A sigmoidal Learning Curve

Science Nugget: Jun 12, 1998

Sigmoid => prediction => flare => halo CME => prediction => geomagnetic disturbance!

A beautiful sigmoid active region (NOAA 8232) did it all this week, and we have learned something from it. The SXT chief observer noted the pre-event feature and sent an e-mail alert; in the meanwhile Alan McAllister noted the solar magnetic configuration and made an actual prediction.
 
 

The above images (10 arc min square) show a view of the active region about one day before the events of interest (on the left) and a view two + days later (right). The new thing we may have learned here is that any restructuring involved in the CME formation can repair itself fairly quickly. The "sigmoidicity" may have changed, but we don't really have any quantitative way yet to interpret the degree to which a solar structure looks S-shaped. The images shown here have been registered (solar rotation correction, but no allowance made for 3D perspective effects).

We have taken individual SXT images from the three times shown with colored lines on the light curve below (before the flare, after the flare, and after the slow GOES event; the hatched regions show Yohkoh orbit night).

 
 

Now, the figure below shows the images and the difference images:

 
 
 

Top row, the real data; middle row, the running differences; bottom row, a full difference. That is, top line shows images 1, 2, and 3; the middle line shows 2 minus 1 and 3 minus 2, and the bottom image is 3 minus 1. Dark represents a deficit and bright represents an excess in each case. Running differences are tricky and often cause headaches, but normalizing them this way seems to show the following: the flare served to inflate the sigmoid, and the slow GOES event that followed the flare represented the formation of the post-flare loop system (the bright structure in the S). The disappearance of the sigmoid left its negative representation in the full difference image (bottom) - can this be interpreted as "transient coronal holes" following a flux-rope ejection, or is there something more complicated here?

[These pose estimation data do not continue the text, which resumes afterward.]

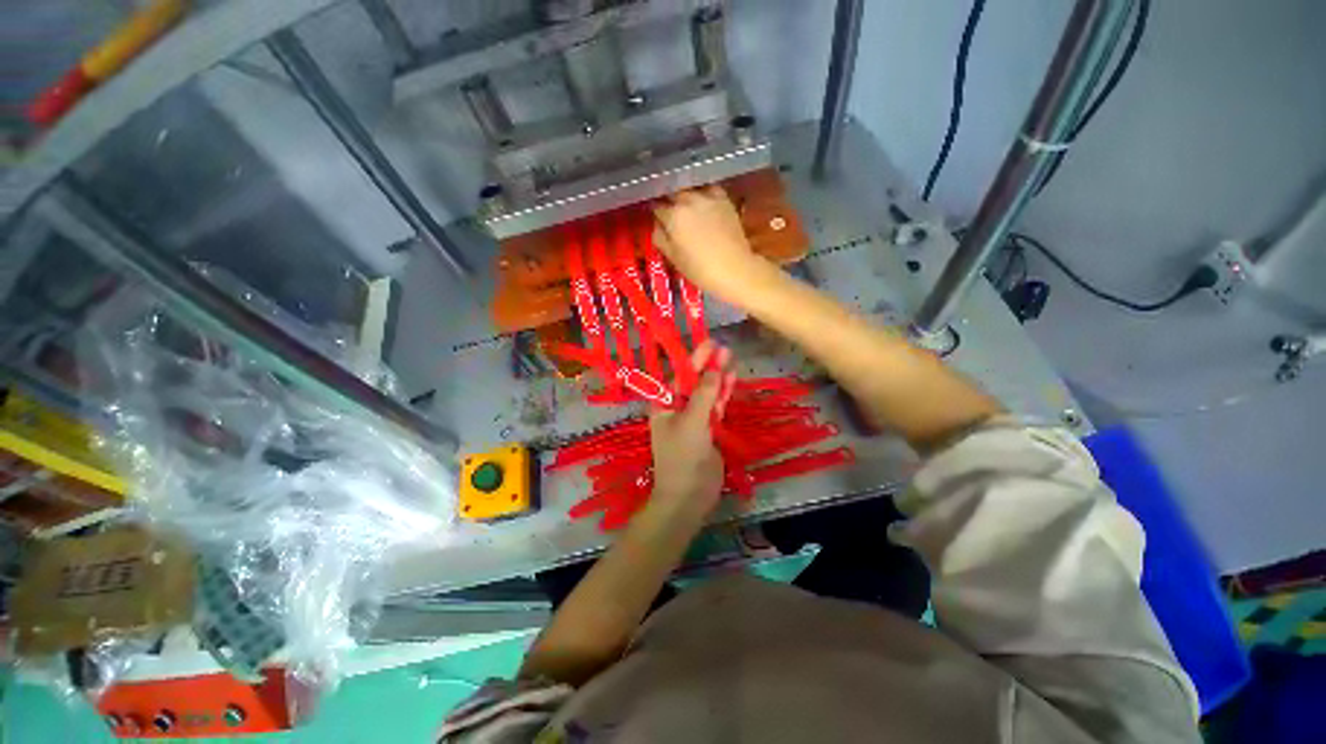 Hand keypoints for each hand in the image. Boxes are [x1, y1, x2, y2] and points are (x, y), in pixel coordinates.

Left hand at [647, 342, 736, 520]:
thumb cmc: (682, 456)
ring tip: (731, 359)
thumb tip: (713, 369)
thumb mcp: (692, 422)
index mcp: (664, 404)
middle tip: (725, 348)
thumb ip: (703, 395)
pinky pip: (715, 407)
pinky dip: (723, 394)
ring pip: (707, 393)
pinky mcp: (708, 429)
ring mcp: (694, 419)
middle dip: (708, 365)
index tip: (709, 342)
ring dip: (718, 378)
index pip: (680, 376)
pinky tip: (731, 380)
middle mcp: (677, 408)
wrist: (689, 495)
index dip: (694, 358)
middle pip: (694, 382)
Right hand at [654, 186, 770, 304]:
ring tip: (685, 207)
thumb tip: (657, 225)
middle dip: (669, 202)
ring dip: (685, 196)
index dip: (655, 214)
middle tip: (670, 214)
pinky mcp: (724, 199)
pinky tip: (703, 204)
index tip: (657, 219)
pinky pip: (708, 190)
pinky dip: (703, 194)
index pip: (656, 207)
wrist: (734, 269)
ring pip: (690, 189)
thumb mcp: (673, 258)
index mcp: (673, 216)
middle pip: (673, 194)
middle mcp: (688, 200)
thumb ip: (660, 237)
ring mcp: (707, 197)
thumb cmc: (700, 269)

Now, the bottom line: The plot below, copied from NOAA's "Today's Space Weather" page, shows an increase in Kp (the yellow entry at the far right) at the time predicted by Brueckner's law, pi days from Sun to Earth (within about 8% in this case):

 
 
 

Eureka! But this is just one example of the strong result on halo CME effects pointed out by Chris St. Cyr at the SPD/AGU meeting last month.